Using the existing 5-mm capsulorrhexis, the 6 mm-optic was captured using a button-hole technique for maximum long-term stability. The viscoelastic was removed using the bimanual 23-gauge vitrectomy system, and the main incision was closed with a 10-0 nylon suture. The suture ensured watertight closure of the main incision, which was particularly important in this case. If the incision leaked and the anterior chamber collapsed, the IOL could have become dislodged and more vitreous could have prolapsed.
In cases in which the posterior capsule is ruptured, there is a higher risk of complications, such as endophthalmitis, cystoid macular edema and retinal detachment. The patient’s postop course was prolonged, but the healing progressed nicely.
The extended surgical procedure induced a higher degree of inflammation which required a longer course of post-operative steroids and NSAIDs. Care was coordinated with her retinal specialist who examined her retinal periphery in detail to ensure that the IOL exchange and anterior vitrectomy did not induce a retinal break or detachment. The patient recovered good vision and was happy.
The take-home lessons here are to be focused and vigilant even during seemingly routine surgeries because complications can present as surprises. For this case, everything looked great until the IOL started sinking into the vitreous.

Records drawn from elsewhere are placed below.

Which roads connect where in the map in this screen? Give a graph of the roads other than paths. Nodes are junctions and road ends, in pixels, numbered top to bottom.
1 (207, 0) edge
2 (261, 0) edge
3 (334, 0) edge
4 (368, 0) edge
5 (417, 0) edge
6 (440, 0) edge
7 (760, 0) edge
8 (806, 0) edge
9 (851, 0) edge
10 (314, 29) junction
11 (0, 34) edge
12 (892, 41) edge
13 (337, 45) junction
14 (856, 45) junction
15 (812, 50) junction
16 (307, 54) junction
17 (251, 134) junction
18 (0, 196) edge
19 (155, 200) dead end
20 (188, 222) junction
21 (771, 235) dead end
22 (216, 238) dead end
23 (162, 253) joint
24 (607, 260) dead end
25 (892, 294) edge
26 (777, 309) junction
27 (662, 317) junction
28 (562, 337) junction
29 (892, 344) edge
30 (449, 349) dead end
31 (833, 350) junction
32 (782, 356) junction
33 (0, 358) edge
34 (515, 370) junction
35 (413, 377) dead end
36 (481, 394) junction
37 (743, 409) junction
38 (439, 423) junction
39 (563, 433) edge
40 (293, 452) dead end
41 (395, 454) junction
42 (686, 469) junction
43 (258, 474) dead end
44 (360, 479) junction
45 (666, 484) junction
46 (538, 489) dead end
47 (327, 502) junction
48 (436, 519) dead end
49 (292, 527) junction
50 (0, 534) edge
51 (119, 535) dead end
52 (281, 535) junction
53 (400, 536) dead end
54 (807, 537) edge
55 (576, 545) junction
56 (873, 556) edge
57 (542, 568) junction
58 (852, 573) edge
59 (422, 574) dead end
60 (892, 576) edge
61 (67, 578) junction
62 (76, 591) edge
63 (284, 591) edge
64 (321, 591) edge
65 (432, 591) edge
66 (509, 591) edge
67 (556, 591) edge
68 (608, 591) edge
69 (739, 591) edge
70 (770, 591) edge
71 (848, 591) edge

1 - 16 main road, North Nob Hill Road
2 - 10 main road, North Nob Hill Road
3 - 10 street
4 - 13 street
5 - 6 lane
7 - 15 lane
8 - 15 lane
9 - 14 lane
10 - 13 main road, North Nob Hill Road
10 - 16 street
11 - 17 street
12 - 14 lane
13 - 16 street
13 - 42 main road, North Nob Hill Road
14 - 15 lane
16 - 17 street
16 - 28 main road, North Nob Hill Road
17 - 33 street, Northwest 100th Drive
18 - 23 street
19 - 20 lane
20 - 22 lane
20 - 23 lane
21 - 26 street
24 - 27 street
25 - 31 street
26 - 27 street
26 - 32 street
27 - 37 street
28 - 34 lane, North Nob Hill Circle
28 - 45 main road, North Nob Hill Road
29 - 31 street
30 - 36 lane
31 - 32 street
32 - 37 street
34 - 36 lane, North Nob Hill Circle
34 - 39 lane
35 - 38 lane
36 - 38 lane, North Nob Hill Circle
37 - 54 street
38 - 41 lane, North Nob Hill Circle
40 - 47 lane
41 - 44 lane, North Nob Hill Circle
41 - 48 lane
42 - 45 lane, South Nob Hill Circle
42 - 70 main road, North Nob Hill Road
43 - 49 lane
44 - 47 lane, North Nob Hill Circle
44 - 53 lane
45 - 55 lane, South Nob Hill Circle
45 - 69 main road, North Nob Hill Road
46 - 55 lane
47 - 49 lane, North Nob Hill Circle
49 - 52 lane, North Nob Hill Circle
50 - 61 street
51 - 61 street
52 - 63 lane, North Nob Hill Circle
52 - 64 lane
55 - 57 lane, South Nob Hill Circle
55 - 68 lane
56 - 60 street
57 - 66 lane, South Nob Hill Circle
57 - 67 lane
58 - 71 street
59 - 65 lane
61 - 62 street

Always do what is best for the patient in the long term. In this case, I am happy that the “short cut” of simply dialing the existing one-piece IOL into the sulcus was not used. This would have led to future problems and the need for another surgery.
Finally, relax and take your time to fully address the problems that are encountered. The question I ask myself is, “What would I want done if this were my eye?”